**Exercise description:** Give only the number of lines in the records that contain the word "roads".

Record excerpts: Begin

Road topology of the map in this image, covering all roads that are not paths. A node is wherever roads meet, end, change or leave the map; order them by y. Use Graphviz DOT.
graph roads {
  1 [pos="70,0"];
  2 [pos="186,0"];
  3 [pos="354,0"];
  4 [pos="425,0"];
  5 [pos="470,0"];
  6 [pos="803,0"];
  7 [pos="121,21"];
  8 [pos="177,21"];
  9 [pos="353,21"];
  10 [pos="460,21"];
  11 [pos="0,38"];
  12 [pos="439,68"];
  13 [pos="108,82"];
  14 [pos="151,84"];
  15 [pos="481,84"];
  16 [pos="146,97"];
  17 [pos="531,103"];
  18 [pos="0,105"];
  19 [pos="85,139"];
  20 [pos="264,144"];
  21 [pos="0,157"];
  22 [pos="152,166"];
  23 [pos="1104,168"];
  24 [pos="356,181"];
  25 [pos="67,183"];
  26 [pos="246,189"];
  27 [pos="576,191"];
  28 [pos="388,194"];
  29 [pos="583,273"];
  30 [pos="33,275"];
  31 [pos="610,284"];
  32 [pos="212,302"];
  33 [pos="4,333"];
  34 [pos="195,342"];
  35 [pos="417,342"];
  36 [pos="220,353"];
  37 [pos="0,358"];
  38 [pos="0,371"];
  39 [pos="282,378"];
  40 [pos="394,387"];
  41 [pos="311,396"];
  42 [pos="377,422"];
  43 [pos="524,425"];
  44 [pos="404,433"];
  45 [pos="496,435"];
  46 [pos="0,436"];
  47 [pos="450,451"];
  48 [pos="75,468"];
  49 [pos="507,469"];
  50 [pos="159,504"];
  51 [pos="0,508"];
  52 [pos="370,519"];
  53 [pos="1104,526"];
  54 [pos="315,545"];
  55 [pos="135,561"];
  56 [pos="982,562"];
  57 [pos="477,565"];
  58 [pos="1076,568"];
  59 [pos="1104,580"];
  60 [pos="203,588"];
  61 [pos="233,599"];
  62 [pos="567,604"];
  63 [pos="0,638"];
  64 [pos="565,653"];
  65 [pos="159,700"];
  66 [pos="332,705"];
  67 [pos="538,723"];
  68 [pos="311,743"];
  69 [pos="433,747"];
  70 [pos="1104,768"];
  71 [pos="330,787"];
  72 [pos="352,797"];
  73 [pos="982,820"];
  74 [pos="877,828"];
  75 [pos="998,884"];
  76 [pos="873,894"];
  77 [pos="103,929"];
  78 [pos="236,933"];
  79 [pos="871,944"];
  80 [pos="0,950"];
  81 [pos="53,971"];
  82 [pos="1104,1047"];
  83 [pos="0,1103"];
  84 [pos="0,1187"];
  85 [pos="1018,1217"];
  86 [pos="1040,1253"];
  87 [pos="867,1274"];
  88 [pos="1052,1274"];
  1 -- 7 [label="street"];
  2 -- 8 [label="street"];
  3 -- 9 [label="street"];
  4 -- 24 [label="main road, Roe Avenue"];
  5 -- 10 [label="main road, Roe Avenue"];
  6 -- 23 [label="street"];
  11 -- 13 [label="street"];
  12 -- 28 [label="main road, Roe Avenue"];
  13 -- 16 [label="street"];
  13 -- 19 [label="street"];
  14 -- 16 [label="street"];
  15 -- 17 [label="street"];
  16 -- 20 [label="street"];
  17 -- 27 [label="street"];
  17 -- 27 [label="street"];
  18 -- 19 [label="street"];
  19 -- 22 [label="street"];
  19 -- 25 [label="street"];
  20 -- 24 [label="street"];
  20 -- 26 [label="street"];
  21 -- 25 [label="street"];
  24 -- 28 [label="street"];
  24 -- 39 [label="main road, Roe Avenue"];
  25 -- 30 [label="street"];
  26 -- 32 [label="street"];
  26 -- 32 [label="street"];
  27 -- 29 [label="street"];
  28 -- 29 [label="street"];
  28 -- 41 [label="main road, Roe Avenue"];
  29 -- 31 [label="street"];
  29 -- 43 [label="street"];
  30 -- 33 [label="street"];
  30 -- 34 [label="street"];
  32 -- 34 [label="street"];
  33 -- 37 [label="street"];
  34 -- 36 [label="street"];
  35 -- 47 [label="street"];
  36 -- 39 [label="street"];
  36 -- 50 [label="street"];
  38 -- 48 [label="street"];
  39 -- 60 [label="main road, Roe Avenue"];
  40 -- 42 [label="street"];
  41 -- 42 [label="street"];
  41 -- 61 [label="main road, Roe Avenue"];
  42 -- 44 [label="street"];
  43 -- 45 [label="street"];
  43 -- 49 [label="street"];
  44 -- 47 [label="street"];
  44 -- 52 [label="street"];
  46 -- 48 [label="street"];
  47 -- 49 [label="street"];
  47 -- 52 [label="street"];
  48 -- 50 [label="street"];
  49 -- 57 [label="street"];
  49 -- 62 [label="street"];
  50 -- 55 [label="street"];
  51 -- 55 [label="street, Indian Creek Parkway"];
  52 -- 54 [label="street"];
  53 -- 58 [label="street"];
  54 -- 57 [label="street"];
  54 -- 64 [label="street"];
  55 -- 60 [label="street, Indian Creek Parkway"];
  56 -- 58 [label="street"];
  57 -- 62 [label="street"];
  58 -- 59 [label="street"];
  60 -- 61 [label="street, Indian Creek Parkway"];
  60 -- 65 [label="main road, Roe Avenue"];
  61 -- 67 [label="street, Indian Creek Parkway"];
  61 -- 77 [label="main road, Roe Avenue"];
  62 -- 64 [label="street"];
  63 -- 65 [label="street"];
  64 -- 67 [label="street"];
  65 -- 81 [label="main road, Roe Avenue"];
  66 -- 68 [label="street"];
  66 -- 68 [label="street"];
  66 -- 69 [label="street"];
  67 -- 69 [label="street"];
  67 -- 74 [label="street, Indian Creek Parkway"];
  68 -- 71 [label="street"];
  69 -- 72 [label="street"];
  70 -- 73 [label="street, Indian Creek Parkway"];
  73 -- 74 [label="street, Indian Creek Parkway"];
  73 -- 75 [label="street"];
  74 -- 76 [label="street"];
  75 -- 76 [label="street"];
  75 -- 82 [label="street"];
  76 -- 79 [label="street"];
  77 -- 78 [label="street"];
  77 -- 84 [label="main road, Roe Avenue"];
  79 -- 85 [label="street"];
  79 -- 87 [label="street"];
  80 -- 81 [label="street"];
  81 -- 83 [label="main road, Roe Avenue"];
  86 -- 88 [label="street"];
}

Record excerpts: End

**Response:** 2